BicaraPlus – Janji negara menghadirkan makanan bergizi gratis bagi anak-anak sekolah kembali diuji. Ombudsman RI menemukan beras kualitas medium dipakai dalam program Makan Bergizi Gratis (MBG), meski kontrak pengadaan jelas menyebut beras premium. Badan Gizi Nasional (BGN) berjanji menindaklanjutinya, tetapi sorotan publik sudah telanjur terarah pada tata kelola program yang disebut masih jauh dari kata rapi.
Kepala BGN Dadan Hindayana mengakui temuan Ombudsman terkait penggunaan beras medium dalam MBG. Ia menegaskan, jika ada Satuan Pelayanan Pemenuhan Gizi (SPPG) alias dapur umum program yang tidak mematuhi kontrak, maka hal itu akan masuk ranah pemeriksaan lebih lanjut.
“Itu kan salah satu bagian dari pengawasan. Kalau ada SPPG bermasalah, nanti urusannya dengan pemeriksaan,” kata Dadan di Kementerian Kesehatan, Jakarta Selatan, kemarin.
Ombudsman sebelumnya merilis laporan yang menyebut adanya penyimpangan antara kontrak dan realisasi bahan pangan MBG. Di Bogor, misalnya, dapur penerima justru memperoleh beras medium dengan kadar patah di atas 15 persen, bukan premium sebagaimana tertulis di kontrak.
Kepala Keasistenan Pencegahan Maladministrasi KU III Ombudsman RI, Kusharyanto, menilai hal ini sebagai bentuk penyimpangan prosedur. “Pengadaan menyatakan premium, tapi yang dikirim supplier medium. Itu lolos dari pengecekan SPPG,” ujarnya dalam konferensi pers di Gedung Ombudsman RI, Selasa (30/9).
Lebih jauh, Yeka Hendra Fatika, anggota Ombudsman RI, menekankan ketimpangan yang merugikan anak-anak penerima manfaat MBG.

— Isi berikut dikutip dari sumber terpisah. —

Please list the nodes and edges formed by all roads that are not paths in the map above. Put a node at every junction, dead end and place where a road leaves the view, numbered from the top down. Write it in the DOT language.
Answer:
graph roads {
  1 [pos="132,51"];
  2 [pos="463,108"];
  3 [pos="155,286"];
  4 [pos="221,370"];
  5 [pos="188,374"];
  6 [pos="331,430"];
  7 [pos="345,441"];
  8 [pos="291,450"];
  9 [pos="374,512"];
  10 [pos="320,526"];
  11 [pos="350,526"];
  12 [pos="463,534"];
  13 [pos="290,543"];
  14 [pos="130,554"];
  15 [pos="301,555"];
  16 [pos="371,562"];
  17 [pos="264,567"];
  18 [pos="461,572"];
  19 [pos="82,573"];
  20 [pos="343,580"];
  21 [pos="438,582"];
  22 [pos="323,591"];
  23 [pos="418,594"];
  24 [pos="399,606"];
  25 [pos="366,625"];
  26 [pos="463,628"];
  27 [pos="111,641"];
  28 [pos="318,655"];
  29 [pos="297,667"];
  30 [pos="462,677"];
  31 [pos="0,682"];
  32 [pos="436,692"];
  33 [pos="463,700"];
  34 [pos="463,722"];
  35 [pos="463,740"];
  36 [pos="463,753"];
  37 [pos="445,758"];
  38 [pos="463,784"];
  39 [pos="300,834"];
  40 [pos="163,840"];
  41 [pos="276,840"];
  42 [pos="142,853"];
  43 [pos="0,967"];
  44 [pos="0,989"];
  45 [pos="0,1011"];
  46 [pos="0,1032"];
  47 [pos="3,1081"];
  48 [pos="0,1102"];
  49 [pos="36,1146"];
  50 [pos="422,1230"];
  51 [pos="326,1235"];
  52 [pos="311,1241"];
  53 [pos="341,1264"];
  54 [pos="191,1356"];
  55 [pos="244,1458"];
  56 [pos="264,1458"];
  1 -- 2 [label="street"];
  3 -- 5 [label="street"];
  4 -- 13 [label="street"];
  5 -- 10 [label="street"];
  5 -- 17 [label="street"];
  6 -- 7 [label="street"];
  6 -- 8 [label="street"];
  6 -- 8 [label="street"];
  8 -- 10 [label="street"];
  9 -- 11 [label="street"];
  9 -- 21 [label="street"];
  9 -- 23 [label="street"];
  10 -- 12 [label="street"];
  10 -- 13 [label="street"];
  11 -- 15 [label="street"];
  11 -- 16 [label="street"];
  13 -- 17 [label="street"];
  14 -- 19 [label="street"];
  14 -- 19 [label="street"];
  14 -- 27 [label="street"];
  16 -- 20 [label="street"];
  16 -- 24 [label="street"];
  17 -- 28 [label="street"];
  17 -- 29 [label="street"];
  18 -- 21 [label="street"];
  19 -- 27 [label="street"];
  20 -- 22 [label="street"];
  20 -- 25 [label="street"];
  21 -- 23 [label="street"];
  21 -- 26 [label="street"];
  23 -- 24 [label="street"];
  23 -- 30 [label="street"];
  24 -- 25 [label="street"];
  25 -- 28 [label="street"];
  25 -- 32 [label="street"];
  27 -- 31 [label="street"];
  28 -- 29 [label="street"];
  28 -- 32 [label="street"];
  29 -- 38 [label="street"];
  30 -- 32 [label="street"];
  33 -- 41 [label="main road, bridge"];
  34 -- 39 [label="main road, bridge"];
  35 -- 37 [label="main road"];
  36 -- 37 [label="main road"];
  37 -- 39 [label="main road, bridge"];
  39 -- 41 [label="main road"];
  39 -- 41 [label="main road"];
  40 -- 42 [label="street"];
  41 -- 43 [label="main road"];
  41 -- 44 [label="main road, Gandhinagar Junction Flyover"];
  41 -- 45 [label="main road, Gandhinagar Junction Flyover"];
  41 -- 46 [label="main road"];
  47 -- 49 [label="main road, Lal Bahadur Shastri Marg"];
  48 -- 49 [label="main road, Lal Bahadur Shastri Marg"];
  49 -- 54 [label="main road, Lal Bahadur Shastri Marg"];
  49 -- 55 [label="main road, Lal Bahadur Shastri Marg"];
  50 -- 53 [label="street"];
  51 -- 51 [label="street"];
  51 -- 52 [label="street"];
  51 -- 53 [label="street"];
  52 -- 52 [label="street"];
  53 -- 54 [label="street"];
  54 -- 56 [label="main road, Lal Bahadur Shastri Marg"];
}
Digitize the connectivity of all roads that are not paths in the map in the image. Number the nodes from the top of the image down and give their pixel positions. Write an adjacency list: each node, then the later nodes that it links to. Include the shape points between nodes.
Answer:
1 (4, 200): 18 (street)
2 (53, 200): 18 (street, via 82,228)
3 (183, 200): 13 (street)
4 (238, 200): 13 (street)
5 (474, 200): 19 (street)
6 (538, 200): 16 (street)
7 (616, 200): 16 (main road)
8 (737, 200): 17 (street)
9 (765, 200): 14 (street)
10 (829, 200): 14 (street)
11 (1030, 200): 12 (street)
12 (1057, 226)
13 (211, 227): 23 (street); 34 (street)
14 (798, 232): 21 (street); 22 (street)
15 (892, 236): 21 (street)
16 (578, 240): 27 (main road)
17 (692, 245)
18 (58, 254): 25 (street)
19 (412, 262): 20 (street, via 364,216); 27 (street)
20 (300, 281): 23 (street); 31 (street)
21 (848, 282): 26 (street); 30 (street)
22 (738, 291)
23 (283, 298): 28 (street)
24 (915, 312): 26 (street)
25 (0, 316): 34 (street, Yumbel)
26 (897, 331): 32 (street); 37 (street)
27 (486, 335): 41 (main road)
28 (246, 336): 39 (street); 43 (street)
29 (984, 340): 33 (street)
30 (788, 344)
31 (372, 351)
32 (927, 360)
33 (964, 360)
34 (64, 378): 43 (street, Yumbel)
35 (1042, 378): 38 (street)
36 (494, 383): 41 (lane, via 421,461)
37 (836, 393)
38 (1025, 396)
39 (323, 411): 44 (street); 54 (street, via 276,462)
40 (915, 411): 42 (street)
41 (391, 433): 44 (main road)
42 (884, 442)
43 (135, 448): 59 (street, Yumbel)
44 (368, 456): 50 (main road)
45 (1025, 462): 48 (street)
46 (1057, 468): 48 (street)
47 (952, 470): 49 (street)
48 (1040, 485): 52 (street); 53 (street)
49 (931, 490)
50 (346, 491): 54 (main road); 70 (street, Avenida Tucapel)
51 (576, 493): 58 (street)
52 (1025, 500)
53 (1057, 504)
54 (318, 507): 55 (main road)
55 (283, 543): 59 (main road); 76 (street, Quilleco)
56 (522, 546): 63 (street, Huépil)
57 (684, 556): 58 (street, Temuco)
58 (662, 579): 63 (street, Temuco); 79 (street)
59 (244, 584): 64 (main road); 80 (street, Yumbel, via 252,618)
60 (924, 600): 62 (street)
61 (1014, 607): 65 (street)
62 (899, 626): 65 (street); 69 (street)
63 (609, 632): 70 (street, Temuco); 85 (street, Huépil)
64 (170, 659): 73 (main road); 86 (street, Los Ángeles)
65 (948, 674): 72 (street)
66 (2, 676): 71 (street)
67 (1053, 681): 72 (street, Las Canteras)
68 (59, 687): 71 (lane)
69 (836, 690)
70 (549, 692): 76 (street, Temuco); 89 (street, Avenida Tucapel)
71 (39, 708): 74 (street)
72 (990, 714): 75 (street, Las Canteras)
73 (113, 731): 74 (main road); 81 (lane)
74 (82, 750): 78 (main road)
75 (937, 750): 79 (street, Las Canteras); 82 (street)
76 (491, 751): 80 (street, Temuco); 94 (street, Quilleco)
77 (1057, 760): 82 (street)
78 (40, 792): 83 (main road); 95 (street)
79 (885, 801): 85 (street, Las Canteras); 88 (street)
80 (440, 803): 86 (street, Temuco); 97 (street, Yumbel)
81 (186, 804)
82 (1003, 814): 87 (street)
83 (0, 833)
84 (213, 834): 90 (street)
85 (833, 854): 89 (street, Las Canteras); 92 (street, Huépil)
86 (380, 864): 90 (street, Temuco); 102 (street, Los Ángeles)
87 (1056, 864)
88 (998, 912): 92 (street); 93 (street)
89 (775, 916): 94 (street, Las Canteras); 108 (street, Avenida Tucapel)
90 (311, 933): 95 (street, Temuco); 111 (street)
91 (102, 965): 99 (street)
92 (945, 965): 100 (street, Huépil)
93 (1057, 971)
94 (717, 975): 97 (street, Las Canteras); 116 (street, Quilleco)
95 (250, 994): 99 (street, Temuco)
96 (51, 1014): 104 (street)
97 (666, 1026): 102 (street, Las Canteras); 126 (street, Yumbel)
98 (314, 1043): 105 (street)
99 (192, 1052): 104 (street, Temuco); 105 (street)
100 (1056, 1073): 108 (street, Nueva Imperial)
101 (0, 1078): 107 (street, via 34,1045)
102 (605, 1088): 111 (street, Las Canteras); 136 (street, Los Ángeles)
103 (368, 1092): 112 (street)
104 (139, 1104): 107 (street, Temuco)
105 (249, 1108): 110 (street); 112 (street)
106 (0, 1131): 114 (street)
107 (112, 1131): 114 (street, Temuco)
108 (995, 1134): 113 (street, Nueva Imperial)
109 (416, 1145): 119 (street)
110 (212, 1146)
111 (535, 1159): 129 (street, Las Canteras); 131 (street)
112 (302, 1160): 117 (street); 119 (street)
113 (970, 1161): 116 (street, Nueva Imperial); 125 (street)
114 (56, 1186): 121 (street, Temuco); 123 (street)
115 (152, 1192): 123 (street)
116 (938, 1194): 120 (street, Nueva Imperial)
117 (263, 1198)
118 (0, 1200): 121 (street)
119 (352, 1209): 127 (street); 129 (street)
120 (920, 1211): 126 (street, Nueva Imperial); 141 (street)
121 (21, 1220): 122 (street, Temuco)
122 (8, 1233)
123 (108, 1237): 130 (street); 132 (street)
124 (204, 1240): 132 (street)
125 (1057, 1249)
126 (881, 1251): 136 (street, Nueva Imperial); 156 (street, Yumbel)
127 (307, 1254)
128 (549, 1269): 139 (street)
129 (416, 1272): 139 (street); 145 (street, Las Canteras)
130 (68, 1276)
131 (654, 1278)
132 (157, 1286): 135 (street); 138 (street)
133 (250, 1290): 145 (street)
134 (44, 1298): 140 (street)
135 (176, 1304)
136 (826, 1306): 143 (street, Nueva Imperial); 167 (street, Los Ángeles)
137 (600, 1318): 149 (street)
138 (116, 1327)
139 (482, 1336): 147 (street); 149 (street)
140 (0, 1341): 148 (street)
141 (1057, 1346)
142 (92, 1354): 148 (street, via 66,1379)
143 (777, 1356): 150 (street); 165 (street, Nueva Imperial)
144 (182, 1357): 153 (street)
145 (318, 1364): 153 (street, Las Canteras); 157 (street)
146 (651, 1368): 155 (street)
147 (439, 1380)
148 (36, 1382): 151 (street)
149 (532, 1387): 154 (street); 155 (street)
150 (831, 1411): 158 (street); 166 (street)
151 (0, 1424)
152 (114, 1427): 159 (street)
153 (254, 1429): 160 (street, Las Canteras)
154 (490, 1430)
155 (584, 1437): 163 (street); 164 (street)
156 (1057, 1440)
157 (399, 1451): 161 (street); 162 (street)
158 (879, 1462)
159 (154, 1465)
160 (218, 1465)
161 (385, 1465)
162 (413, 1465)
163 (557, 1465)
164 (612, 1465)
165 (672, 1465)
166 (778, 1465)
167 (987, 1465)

“Negara sudah membayar harga premium, tapi kualitas makanan yang diterima anak-anak belum optimal,” katanya.
Masalah Berlapis
Temuan beras medium hanyalah salah satu pintu masuk. Kajian Ombudsman menunjukkan tata kelola MBG masih menyisakan banyak persoalan: mulai dari sayur yang sampai di dapur dalam kondisi tidak segar, lauk yang tidak lengkap, hingga distribusi makanan yang melanggar aturan maksimal empat jam.
Belum adanya standar mutu bahan (AQL) yang tegas, lemahnya pengendalian kualitas di dapur, sampai keterbatasan tenaga dan kompensasi bagi relawan maupun guru yang ikut menangani distribusi, mempertebal daftar persoalan.
Sistem pengawasan digital BGN yang digadang mampu menjadi solusi juga dinilai masih parsial. Ia belum bisa menyajikan data real time tentang kualitas bahan maupun potensi insiden keracunan.
Menunggu Perbaikan
Ombudsman mendesak pemerintah memperbaiki tata kelola MBG agar lebih transparan dan akuntabel. Sebab, program ini bukan sekadar soal logistik, melainkan menyangkut kualitas gizi jutaan anak sekolah di Indonesia.
“Program ini harus berpihak pada penerima manfaat. Jangan sampai uang negara sudah keluar, tapi hasilnya tidak sesuai,” tegas Yeka.
BGN, di sisi lain, menegaskan pihaknya akan menindaklanjuti temuan tersebut. Namun, tanpa perbaikan menyeluruh, pertanyaan tentang efektivitas dan integritas program MBG akan terus menggema.